Voice AI Agent Platform
Building a production voice agent means solving dozens of problems beyond the demo: prompt reliability, tool orchestration, context management, testing, and deployment. Most teams discover this after they've already started.
The Challenge
Getting a voice AI demo working takes an afternoon. Getting a voice AI agent into production (one that handles real calls, uses real tools, and doesn’t hallucinate) takes months of engineering that most teams don’t see coming.
I learned this firsthand building a facilities voice agent that handles calls across 400+ locations. The demo worked in a week. The next three months were spent solving the problems that only surface in production: the agent calling the wrong tool, hallucinating repair procedures, fumbling handoffs between conversation phases, and drowning in context when calls got complex.

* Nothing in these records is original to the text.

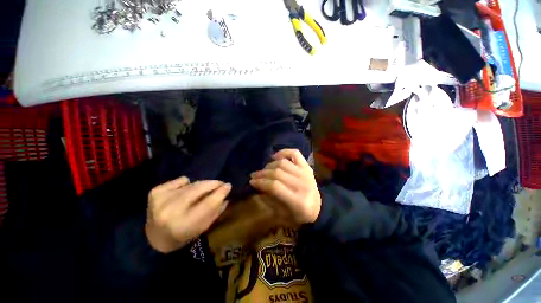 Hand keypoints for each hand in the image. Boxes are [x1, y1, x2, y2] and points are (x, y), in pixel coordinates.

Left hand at [145, 176, 230, 252]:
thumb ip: (216, 209)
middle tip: (220, 183)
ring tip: (200, 193)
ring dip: (201, 186)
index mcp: (184, 225)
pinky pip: (181, 180)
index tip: (228, 185)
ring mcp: (161, 199)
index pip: (208, 204)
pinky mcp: (155, 192)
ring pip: (192, 184)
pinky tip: (182, 193)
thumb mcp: (203, 227)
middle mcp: (170, 211)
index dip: (220, 192)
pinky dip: (186, 184)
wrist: (154, 239)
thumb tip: (226, 191)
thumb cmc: (183, 236)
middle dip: (213, 184)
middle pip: (199, 189)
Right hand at [250, 149, 320, 223]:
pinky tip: (275, 157)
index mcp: (298, 201)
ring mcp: (306, 173)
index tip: (251, 182)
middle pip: (277, 173)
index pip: (275, 186)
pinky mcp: (307, 167)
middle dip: (262, 174)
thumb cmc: (298, 214)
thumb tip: (257, 184)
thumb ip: (269, 199)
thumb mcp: (282, 215)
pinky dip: (283, 152)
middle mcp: (303, 185)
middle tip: (254, 176)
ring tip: (263, 170)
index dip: (261, 182)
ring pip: (283, 163)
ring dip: (269, 165)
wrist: (318, 207)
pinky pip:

I took everything I learned and built it into a reusable platform.
The Approach
The platform is built on Vapi for voice infrastructure, with a custom layer on top that handles everything Vapi doesn’t: agent definition, prompt management, tool orchestration, context management, and observability.
Agent as Code
Every aspect of a voice agent lives in version control:
- Agent configuration — prompt, voice selection, model settings, and Vapi parameters stored in config files that sync to Vapi on deploy
- Tool definitions — MCP server connections and tool schemas tracked alongside the agent config
- Prompt versioning — every prompt change is a commit, with the ability to diff, revert, and trace which version was live for any given call
This means deploying a new agent or updating an existing one is a git push, not a manual edit in a dashboard.
Context Management
A voice call isn’t a chat conversation. The caller is impatient, the agent has limited time to think, and every unnecessary token in the context window increases latency and reduces accuracy.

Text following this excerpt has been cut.